- Record extracts
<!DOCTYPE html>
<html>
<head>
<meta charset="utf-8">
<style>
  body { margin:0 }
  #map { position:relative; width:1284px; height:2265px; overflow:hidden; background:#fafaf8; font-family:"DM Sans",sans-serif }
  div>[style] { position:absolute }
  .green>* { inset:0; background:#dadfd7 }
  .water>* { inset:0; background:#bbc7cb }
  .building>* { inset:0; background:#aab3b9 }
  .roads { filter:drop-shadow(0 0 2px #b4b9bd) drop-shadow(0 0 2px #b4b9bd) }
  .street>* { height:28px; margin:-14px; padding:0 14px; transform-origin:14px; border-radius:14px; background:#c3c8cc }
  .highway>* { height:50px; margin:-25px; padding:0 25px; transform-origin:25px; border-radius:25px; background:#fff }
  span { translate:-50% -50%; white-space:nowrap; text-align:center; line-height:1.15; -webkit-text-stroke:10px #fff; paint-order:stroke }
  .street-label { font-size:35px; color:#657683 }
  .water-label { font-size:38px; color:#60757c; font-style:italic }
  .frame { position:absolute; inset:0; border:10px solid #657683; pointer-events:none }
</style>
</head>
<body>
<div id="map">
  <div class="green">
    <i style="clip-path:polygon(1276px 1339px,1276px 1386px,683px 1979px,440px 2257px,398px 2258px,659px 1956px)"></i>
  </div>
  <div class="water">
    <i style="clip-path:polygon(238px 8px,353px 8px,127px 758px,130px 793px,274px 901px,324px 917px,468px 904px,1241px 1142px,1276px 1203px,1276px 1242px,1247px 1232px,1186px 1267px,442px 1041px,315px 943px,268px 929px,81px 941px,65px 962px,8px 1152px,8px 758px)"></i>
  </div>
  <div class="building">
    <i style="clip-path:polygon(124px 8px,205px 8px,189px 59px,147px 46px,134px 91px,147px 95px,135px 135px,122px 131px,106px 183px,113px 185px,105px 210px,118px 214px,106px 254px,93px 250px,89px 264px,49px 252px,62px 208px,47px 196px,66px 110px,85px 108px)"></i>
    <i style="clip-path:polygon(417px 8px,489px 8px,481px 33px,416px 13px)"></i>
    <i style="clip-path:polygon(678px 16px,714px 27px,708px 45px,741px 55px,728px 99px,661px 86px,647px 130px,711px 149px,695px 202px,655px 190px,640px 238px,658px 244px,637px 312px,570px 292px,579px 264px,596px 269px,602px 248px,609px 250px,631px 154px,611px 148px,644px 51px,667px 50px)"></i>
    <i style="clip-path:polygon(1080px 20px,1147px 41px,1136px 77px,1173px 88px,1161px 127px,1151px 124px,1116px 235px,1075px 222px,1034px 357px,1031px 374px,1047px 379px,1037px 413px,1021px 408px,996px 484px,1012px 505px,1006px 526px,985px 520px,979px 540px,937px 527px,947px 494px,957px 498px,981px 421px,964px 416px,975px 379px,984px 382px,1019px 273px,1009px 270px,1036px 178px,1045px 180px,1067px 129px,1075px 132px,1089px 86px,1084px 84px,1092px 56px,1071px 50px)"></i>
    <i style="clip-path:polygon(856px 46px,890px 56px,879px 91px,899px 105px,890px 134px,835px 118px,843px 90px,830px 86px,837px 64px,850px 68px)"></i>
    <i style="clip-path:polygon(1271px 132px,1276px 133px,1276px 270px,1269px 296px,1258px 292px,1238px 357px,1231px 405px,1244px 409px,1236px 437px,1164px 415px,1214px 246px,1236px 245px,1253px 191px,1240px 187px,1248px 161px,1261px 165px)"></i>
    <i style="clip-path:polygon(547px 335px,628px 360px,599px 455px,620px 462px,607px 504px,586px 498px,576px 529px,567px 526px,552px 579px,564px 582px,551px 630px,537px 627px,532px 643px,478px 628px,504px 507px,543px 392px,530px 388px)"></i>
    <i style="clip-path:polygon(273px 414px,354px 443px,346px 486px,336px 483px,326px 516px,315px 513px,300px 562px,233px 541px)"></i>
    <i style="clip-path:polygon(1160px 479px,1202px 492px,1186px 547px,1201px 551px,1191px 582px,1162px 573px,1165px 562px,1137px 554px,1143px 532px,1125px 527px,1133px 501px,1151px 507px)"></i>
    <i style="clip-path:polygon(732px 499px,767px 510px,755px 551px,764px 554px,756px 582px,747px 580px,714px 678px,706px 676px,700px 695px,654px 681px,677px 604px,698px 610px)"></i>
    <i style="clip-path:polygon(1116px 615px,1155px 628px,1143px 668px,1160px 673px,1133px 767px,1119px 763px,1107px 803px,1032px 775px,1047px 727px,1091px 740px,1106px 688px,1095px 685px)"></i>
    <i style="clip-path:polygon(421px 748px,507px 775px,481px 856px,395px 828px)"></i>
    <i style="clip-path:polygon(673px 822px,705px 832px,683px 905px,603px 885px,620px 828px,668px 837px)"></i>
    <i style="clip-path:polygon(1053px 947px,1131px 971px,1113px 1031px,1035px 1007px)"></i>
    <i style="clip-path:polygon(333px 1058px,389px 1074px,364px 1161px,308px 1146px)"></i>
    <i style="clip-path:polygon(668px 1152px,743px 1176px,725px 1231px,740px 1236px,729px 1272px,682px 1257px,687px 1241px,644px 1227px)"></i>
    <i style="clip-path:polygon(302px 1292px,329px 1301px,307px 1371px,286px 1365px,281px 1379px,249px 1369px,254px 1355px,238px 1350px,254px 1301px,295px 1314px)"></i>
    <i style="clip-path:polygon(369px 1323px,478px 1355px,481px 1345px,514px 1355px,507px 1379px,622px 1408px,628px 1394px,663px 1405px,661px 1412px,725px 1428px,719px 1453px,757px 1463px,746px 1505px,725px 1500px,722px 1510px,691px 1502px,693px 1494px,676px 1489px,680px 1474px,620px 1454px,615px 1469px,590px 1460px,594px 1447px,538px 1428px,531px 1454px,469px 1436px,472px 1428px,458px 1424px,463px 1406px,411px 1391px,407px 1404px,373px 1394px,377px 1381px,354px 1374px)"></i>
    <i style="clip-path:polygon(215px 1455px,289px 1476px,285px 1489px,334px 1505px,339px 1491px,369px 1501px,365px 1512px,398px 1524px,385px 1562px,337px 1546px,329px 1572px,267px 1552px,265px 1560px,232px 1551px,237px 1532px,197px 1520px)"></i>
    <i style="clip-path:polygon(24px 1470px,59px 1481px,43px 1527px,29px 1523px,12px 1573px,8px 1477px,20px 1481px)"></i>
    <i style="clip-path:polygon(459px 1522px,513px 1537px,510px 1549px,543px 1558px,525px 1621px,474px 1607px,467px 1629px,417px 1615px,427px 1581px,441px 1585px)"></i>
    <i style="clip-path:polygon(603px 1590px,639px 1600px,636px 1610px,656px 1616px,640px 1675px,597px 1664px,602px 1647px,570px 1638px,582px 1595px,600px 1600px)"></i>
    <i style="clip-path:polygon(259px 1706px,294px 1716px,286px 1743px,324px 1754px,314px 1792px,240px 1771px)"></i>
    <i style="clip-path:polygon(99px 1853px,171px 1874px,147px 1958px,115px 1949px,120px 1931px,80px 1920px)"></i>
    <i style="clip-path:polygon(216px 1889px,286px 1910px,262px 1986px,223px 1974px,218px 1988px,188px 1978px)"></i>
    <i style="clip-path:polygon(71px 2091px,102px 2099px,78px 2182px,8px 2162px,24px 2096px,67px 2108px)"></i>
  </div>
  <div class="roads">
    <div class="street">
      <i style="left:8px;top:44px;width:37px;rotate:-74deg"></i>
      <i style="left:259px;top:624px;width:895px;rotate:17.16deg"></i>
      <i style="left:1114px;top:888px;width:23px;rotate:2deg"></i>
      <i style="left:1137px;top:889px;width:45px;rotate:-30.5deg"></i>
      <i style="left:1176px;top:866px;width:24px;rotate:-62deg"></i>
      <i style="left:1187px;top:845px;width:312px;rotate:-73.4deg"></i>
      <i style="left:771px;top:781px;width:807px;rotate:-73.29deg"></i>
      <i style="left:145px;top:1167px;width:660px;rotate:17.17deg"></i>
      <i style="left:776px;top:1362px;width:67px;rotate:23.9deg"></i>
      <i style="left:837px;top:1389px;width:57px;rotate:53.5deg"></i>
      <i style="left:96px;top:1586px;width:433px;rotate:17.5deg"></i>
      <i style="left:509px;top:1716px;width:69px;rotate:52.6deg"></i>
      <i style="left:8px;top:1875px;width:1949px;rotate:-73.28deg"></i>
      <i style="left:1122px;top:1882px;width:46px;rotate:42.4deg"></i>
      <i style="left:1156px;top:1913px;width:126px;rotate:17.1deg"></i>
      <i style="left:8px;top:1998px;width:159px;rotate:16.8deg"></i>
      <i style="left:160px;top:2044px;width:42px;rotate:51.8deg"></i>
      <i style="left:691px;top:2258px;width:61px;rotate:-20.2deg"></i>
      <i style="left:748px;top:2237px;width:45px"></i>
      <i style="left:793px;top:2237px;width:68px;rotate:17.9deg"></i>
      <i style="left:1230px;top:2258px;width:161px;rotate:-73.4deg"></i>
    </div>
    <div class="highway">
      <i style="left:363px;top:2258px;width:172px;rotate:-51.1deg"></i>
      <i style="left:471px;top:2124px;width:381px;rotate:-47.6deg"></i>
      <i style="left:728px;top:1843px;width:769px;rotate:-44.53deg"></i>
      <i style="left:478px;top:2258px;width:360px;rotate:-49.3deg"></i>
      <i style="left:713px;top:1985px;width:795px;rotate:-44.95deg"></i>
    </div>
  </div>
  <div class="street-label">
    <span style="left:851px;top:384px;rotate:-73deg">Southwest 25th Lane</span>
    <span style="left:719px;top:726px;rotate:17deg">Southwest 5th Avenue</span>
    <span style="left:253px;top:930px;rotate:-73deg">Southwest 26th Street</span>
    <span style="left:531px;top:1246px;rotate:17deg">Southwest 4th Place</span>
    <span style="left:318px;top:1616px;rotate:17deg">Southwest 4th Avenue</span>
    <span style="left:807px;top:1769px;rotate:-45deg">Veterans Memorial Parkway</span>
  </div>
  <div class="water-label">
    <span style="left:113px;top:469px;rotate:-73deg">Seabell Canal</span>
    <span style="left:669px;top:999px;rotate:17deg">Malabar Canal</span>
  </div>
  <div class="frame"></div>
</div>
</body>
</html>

- Brief
Return exactly the lines from the beginning of the data above through the one containing "filter:drop-shadow(0 0 2px", please. Include both end lines and add nothing else.

- Response to the task
<!DOCTYPE html>
<html>
<head>
<meta charset="utf-8">
<style>
  body { margin:0 }
  #map { position:relative; width:1284px; height:2265px; overflow:hidden; background:#fafaf8; font-family:"DM Sans",sans-serif }
  div>[style] { position:absolute }
  .green>* { inset:0; background:#dadfd7 }
  .water>* { inset:0; background:#bbc7cb }
  .building>* { inset:0; background:#aab3b9 }
  .roads { filter:drop-shadow(0 0 2px #b4b9bd) drop-shadow(0 0 2px #b4b9bd) }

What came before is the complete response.